Ralph made a little movement of the head as if to shake it wouldn’t be worth the trouble, and went on looking at Laurie under his lashes, a long contented reminiscent look, not demanding an answer.
Because he had brought no spare wh
ite shirt he was working in an old flannel one of Laurie’s, with the neck open and sleeves rolled. Laurie had got into mufti too, partly for the sake of the few hours’ comfort and partly from vanity. He was surprised to discover how much he felt the difference. The fact was that their service conditioning had kept the rank-badges on their uniforms somewhere under the surface of their consciousness; it had echoed the old difference of age which, significant in the teens, can become almost meaningless in the twenties. Reflecting on this, Laurie supposed it was because that was what both of them had really wanted.
Lying there relaxed and dishevelled, with his cloudy unguarded smile, Ralph seemed to him suddenly for the first time as young as himself. Through the open shirt showed a spearhead of tan which, more than a year after he had last worn tropical whites, was still burned into his fair skin. Laurie thought again that he was built like the hero of a boy’s adventure story: strong-looking, but not with the set look of a man’s strength; the hollows over the collar-bones and in the pit of the throat had still the softened edges of youth. One could imagine him, Laurie thought, stripped to the waist in all the classic situations, fishing in lagoons or pinioned bravely defiant to a tree. He longed to give him something, to help him with something, to be depended on for a moment. Just then, without moving, Ralph said, “Are you thinking about me?”
“Yes,” said Laurie with affection. “I was thinking you look like Jack in The Coral Island. There was a picture of him sticking an oar in a shark’s mouth.”
Ralph appeared to wake up. “He’d be taking a chance if it was a fair-sized shark. It would probably bite it straight through.
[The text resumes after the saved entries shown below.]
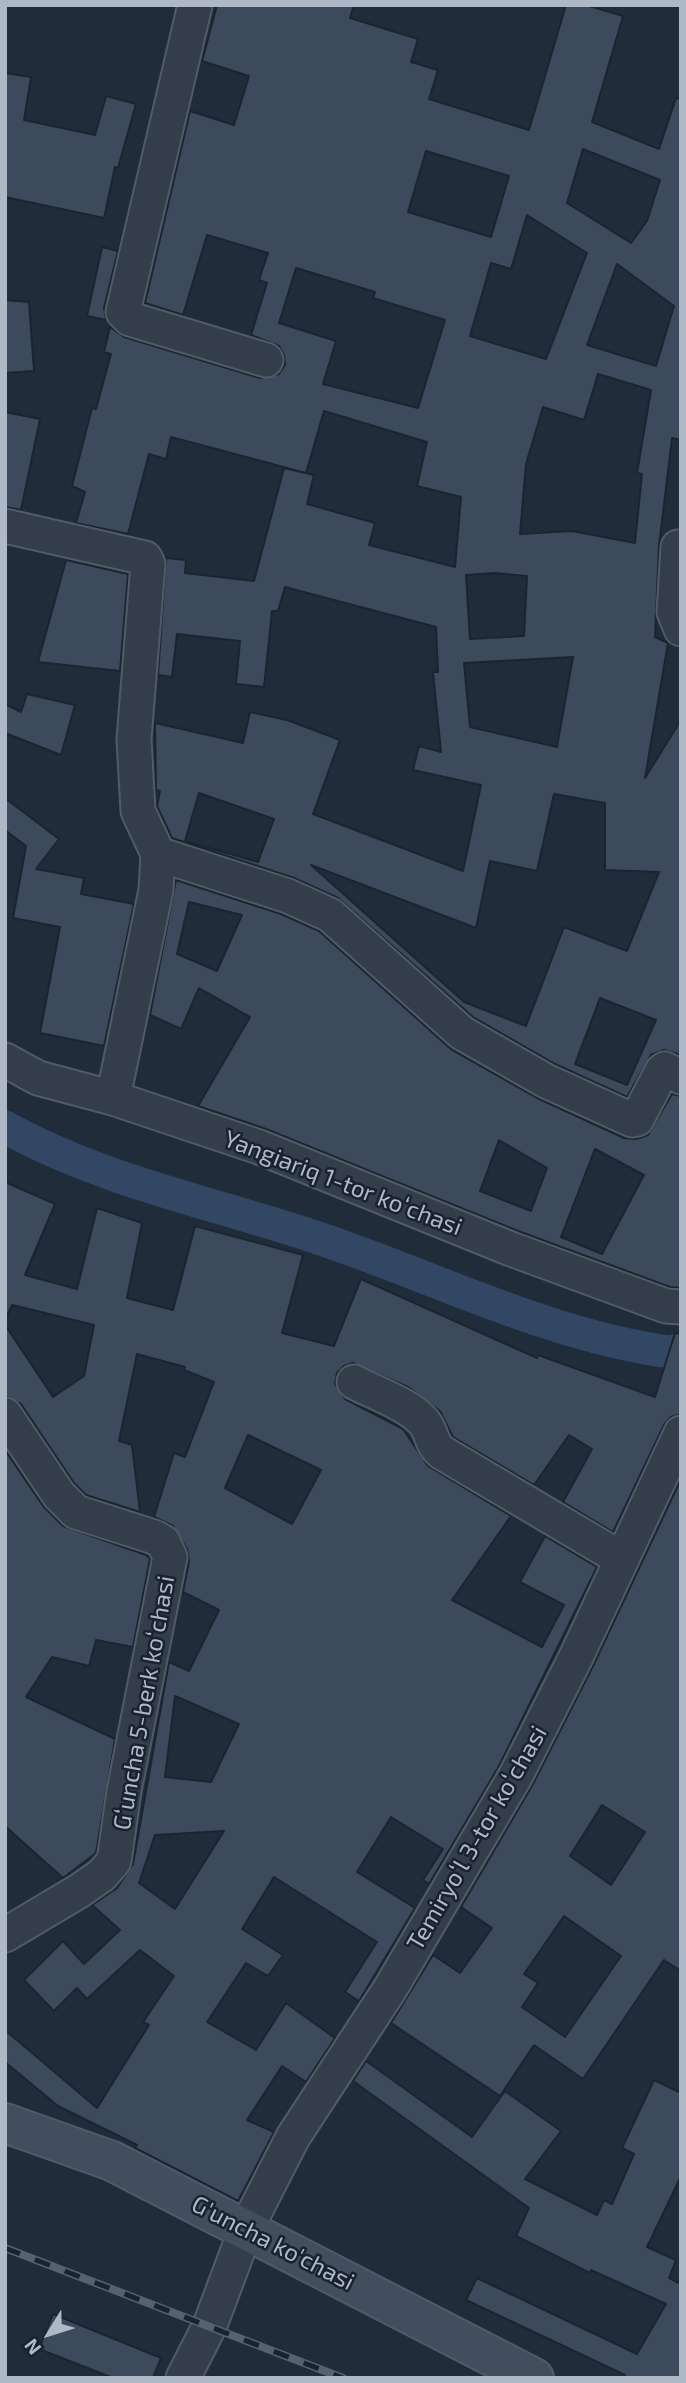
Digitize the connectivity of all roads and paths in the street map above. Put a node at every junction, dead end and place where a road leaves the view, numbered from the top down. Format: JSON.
{"nodes":[{"id":1,"x":195,"y":5,"type":"edge"},
{"id":2,"x":266,"y":360,"type":"dead end"},
{"id":3,"x":5,"y":526,"type":"edge"},
{"id":4,"x":678,"y":547,"type":"dead end"},
{"id":5,"x":681,"y":629,"type":"edge"},
{"id":6,"x":158,"y":854,"type":"junction"},
{"id":7,"x":5,"y":1060,"type":"edge"},
{"id":8,"x":681,"y":1077,"type":"edge"},
{"id":9,"x":113,"y":1098,"type":"junction"},
{"id":10,"x":681,"y":1307,"type":"edge"},
{"id":11,"x":354,"y":1382,"type":"dead end"},
{"id":12,"x":5,"y":1415,"type":"edge"},
{"id":13,"x":681,"y":1433,"type":"edge"},
{"id":14,"x":620,"y":1558,"type":"junction"},
{"id":15,"x":5,"y":1934,"type":"edge"},
{"id":16,"x":5,"y":2123,"type":"edge"},
{"id":17,"x":246,"y":2229,"type":"junction"},
{"id":18,"x":183,"y":2378,"type":"edge"},
{"id":19,"x":534,"y":2378,"type":"edge"}],
"edges":[{"from":1,"to":2,"type":"street"},
{"from":3,"to":6,"type":"street"},
{"from":4,"to":5,"type":"street"},
{"from":6,"to":8,"type":"street"},
{"from":6,"to":9,"type":"street"},
{"from":7,"to":9,"type":"street","name":"Yangiariq 1-tor koʻchasi"},
{"from":9,"to":10,"type":"street","name":"Yangiariq 1-tor koʻchasi"},
{"from":11,"to":14,"type":"street"},
{"from":12,"to":15,"type":"street","name":"Gʻuncha 5-berk koʻchasi"},
{"from":13,"to":14,"type":"street","name":"Temiryoʻl 3-tor koʻchasi"},
{"from":14,"to":17,"type":"street","name":"Temiryoʻl 3-tor koʻchasi"},
{"from":16,"to":17,"type":"street","name":"G'uncha ko'chasi"},
{"from":17,"to":18,"type":"street","name":"Temiryoʻl 3-tor koʻchasi"},
{"from":17,"to":19,"type":"street","name":"G'uncha ko'chasi"}]}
The teeth work like a double saw; I’ve seen a man’s leg taken off above the knee, snap, like that.”
As his mind had moved back to the memory his face had changed; he looked not like the boy in the frontispiece, but like a competent ship’s officer describing an unpleasant fatality, no more exotic than a street accident, which has put him in mind of a certain harbor, of this man or that. Laurie felt young and amateurish again. His own spell of action had been so brief, before the tide of retreat swept back his unit to the beach and the ships, that now, as if he had had some control over these events, he felt he had set out to prove himself, only to come to grief and be ignominiously rescued. Ralph was saying, “… but the deep-water channel at Mombasa’s the worst, they breed around there.”